**Required work:** In this exercise, reproduce the whole listing exactly.
(Extracted records begins)
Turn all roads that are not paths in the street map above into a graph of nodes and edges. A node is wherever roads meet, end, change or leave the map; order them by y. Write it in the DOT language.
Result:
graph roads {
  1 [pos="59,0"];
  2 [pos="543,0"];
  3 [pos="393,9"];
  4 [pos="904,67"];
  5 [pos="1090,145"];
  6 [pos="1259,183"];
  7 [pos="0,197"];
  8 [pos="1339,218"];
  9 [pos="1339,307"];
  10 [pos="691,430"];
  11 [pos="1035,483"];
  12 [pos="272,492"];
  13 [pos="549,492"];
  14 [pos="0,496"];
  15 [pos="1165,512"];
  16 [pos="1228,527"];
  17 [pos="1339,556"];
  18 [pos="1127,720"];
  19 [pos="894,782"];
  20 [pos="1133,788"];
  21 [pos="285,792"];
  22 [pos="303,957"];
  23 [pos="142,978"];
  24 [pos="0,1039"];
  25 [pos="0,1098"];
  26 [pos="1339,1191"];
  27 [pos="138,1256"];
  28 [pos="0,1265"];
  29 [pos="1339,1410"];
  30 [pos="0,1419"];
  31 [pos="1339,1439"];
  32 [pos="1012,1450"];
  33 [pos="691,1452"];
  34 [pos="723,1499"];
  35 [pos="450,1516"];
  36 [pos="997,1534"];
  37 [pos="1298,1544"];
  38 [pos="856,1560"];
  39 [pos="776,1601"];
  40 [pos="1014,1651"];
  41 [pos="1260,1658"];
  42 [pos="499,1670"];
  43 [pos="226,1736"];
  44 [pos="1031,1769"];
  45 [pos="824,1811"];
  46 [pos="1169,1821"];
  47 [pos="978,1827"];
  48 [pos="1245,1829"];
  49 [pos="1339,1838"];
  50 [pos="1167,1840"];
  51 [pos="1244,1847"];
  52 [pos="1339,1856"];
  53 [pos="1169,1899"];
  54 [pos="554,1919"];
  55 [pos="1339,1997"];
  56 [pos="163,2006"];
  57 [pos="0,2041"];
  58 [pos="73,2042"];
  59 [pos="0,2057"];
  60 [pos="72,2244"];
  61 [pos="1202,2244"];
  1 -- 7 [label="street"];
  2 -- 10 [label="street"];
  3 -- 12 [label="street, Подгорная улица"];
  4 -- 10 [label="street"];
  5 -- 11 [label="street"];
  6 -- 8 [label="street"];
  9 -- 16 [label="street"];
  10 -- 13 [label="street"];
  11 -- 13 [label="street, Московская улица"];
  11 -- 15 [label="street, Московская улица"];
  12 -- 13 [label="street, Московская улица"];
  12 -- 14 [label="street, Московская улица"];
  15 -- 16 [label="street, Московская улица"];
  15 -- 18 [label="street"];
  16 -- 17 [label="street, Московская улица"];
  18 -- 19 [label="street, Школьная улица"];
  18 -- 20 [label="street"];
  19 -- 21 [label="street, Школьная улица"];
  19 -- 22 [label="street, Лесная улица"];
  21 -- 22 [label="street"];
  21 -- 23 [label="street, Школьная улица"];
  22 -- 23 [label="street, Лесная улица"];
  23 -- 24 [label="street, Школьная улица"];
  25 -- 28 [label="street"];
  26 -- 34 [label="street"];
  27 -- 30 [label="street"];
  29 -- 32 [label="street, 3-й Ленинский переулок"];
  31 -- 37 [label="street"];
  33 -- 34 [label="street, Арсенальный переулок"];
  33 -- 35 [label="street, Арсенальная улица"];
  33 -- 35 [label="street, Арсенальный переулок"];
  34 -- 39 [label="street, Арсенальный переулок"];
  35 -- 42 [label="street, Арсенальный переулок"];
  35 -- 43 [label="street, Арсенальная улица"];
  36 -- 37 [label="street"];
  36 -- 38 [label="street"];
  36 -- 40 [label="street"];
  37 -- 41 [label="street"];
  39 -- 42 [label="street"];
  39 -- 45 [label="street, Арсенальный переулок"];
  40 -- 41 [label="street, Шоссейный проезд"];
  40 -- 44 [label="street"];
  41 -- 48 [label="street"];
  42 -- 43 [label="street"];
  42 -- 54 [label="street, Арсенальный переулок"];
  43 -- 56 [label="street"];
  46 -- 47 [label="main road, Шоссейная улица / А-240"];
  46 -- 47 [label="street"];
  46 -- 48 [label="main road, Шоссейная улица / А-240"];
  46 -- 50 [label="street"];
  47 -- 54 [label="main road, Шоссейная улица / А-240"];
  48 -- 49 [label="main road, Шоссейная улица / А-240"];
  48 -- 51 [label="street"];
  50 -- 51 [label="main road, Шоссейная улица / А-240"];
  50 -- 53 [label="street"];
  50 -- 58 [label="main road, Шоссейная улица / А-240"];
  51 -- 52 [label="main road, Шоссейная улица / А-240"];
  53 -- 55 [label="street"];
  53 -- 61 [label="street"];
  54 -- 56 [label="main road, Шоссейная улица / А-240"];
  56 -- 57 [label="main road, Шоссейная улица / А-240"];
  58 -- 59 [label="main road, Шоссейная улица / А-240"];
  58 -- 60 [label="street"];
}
(Extracted records ends)
**Written answer:**
Turn all roads that are not paths in the street map above into a graph of nodes and edges. A node is wherever roads meet, end, change or leave the map; order them by y. Write it in the DOT language.
Result:
graph roads {
  1 [pos="59,0"];
  2 [pos="543,0"];
  3 [pos="393,9"];
  4 [pos="904,67"];
  5 [pos="1090,145"];
  6 [pos="1259,183"];
  7 [pos="0,197"];
  8 [pos="1339,218"];
  9 [pos="1339,307"];
  10 [pos="691,430"];
  11 [pos="1035,483"];
  12 [pos="272,492"];
  13 [pos="549,492"];
  14 [pos="0,496"];
  15 [pos="1165,512"];
  16 [pos="1228,527"];
  17 [pos="1339,556"];
  18 [pos="1127,720"];
  19 [pos="894,782"];
  20 [pos="1133,788"];
  21 [pos="285,792"];
  22 [pos="303,957"];
  23 [pos="142,978"];
  24 [pos="0,1039"];
  25 [pos="0,1098"];
  26 [pos="1339,1191"];
  27 [pos="138,1256"];
  28 [pos="0,1265"];
  29 [pos="1339,1410"];
  30 [pos="0,1419"];
  31 [pos="1339,1439"];
  32 [pos="1012,1450"];
  33 [pos="691,1452"];
  34 [pos="723,1499"];
  35 [pos="450,1516"];
  36 [pos="997,1534"];
  37 [pos="1298,1544"];
  38 [pos="856,1560"];
  39 [pos="776,1601"];
  40 [pos="1014,1651"];
  41 [pos="1260,1658"];
  42 [pos="499,1670"];
  43 [pos="226,1736"];
  44 [pos="1031,1769"];
  45 [pos="824,1811"];
  46 [pos="1169,1821"];
  47 [pos="978,1827"];
  48 [pos="1245,1829"];
  49 [pos="1339,1838"];
  50 [pos="1167,1840"];
  51 [pos="1244,1847"];
  52 [pos="1339,1856"];
  53 [pos="1169,1899"];
  54 [pos="554,1919"];
  55 [pos="1339,1997"];
  56 [pos="163,2006"];
  57 [pos="0,2041"];
  58 [pos="73,2042"];
  59 [pos="0,2057"];
  60 [pos="72,2244"];
  61 [pos="1202,2244"];
  1 -- 7 [label="street"];
  2 -- 10 [label="street"];
  3 -- 12 [label="street, Подгорная улица"];
  4 -- 10 [label="street"];
  5 -- 11 [label="street"];
  6 -- 8 [label="street"];
  9 -- 16 [label="street"];
  10 -- 13 [label="street"];
  11 -- 13 [label="street, Московская улица"];
  11 -- 15 [label="street, Московская улица"];
  12 -- 13 [label="street, Московская улица"];
  12 -- 14 [label="street, Московская улица"];
  15 -- 16 [label="street, Московская улица"];
  15 -- 18 [label="street"];
  16 -- 17 [label="street, Московская улица"];
  18 -- 19 [label="street, Школьная улица"];
  18 -- 20 [label="street"];
  19 -- 21 [label="street, Школьная улица"];
  19 -- 22 [label="street, Лесная улица"];
  21 -- 22 [label="street"];
  21 -- 23 [label="street, Школьная улица"];
  22 -- 23 [label="street, Лесная улица"];
  23 -- 24 [label="street, Школьная улица"];
  25 -- 28 [label="street"];
  26 -- 34 [label="street"];
  27 -- 30 [label="street"];
  29 -- 32 [label="street, 3-й Ленинский переулок"];
  31 -- 37 [label="street"];
  33 -- 34 [label="street, Арсенальный переулок"];
  33 -- 35 [label="street, Арсенальная улица"];
  33 -- 35 [label="street, Арсенальный переулок"];
  34 -- 39 [label="street, Арсенальный переулок"];
  35 -- 42 [label="street, Арсенальный переулок"];
  35 -- 43 [label="street, Арсенальная улица"];
  36 -- 37 [label="street"];
  36 -- 38 [label="street"];
  36 -- 40 [label="street"];
  37 -- 41 [label="street"];
  39 -- 42 [label="street"];
  39 -- 45 [label="street, Арсенальный переулок"];
  40 -- 41 [label="street, Шоссейный проезд"];
  40 -- 44 [label="street"];
  41 -- 48 [label="street"];
  42 -- 43 [label="street"];
  42 -- 54 [label="street, Арсенальный переулок"];
  43 -- 56 [label="street"];
  46 -- 47 [label="main road, Шоссейная улица / А-240"];
  46 -- 47 [label="street"];
  46 -- 48 [label="main road, Шоссейная улица / А-240"];
  46 -- 50 [label="street"];
  47 -- 54 [label="main road, Шоссейная улица / А-240"];
  48 -- 49 [label="main road, Шоссейная улица / А-240"];
  48 -- 51 [label="street"];
  50 -- 51 [label="main road, Шоссейная улица / А-240"];
  50 -- 53 [label="street"];
  50 -- 58 [label="main road, Шоссейная улица / А-240"];
  51 -- 52 [label="main road, Шоссейная улица / А-240"];
  53 -- 55 [label="street"];
  53 -- 61 [label="street"];
  54 -- 56 [label="main road, Шоссейная улица / А-240"];
  56 -- 57 [label="main road, Шоссейная улица / А-240"];
  58 -- 59 [label="main road, Шоссейная улица / А-240"];
  58 -- 60 [label="street"];
}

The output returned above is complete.